Available records Start Marker

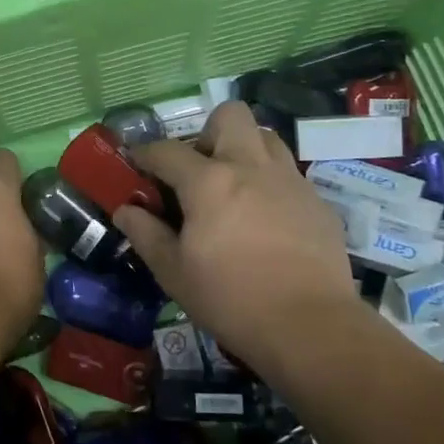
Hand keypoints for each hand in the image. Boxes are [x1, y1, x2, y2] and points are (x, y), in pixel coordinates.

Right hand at [115, 103, 358, 365]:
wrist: (311, 328)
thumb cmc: (231, 299)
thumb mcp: (173, 273)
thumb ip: (145, 234)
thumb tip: (125, 210)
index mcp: (209, 181)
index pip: (166, 150)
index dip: (145, 153)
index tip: (136, 162)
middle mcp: (250, 167)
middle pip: (230, 116)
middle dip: (208, 132)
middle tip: (199, 169)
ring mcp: (290, 181)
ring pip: (266, 137)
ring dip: (244, 151)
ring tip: (234, 187)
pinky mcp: (318, 203)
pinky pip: (289, 174)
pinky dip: (271, 184)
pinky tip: (266, 220)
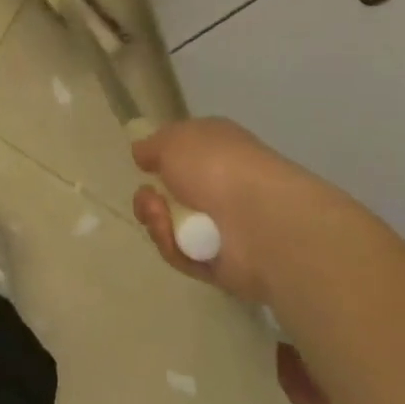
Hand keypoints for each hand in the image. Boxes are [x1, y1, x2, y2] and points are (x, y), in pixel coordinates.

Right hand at [130, 118, 345, 304]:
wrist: (261, 219)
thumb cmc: (216, 166)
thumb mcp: (173, 139)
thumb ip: (152, 146)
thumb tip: (143, 154)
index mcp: (217, 150)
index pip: (184, 154)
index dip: (161, 159)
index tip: (144, 165)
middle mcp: (222, 186)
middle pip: (170, 195)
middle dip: (149, 198)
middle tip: (151, 199)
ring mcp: (224, 227)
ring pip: (171, 226)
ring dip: (157, 221)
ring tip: (161, 217)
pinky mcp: (223, 264)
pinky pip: (183, 256)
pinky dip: (173, 247)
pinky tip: (176, 239)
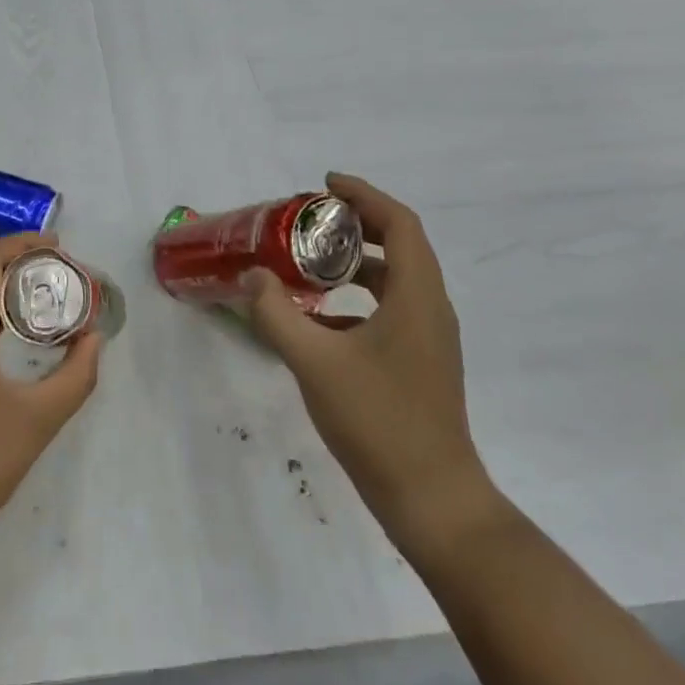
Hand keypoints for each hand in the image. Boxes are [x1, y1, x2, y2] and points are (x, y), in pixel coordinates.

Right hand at [244, 173, 495, 551]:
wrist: (431, 499)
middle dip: (356, 224)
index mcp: (416, 296)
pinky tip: (321, 317)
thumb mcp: (314, 362)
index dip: (363, 195)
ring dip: (356, 261)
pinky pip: (392, 309)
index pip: (398, 222)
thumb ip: (276, 314)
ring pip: (396, 279)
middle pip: (400, 244)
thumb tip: (253, 277)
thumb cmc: (377, 421)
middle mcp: (430, 308)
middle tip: (310, 220)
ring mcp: (430, 338)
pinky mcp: (422, 362)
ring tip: (310, 261)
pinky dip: (359, 297)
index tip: (324, 185)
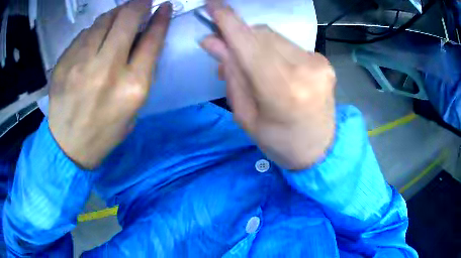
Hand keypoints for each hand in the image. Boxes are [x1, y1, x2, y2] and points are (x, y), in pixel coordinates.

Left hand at [49, 0, 171, 168]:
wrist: (68, 147)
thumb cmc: (105, 132)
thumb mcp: (133, 109)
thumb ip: (139, 71)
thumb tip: (137, 37)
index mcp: (133, 87)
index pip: (152, 39)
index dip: (161, 18)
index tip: (163, 5)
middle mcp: (107, 70)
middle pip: (127, 19)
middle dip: (138, 4)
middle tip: (142, 1)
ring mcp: (81, 64)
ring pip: (103, 21)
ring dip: (114, 14)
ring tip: (117, 17)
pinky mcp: (63, 64)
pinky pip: (83, 35)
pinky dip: (93, 31)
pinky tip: (93, 40)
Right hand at [200, 5, 335, 169]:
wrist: (320, 150)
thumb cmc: (279, 142)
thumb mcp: (246, 116)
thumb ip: (232, 75)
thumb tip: (212, 42)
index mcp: (283, 91)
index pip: (249, 44)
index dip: (227, 21)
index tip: (212, 3)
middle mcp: (304, 69)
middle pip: (261, 35)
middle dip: (239, 37)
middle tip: (225, 53)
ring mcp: (318, 63)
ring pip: (274, 37)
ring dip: (255, 44)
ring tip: (251, 66)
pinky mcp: (324, 61)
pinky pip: (288, 44)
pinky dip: (273, 50)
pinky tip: (274, 67)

Available records End Marker

### What this task involves
Check each line above for the string "Right" and copy every line that has it.

### Result of this exercise
Right hand at [115, 103, 358, 365]:
Right hand at [130, 118, 345, 304]:
Right hand at [244, 173, 495, 551]:
Right hand at [200, 5, 335, 169]:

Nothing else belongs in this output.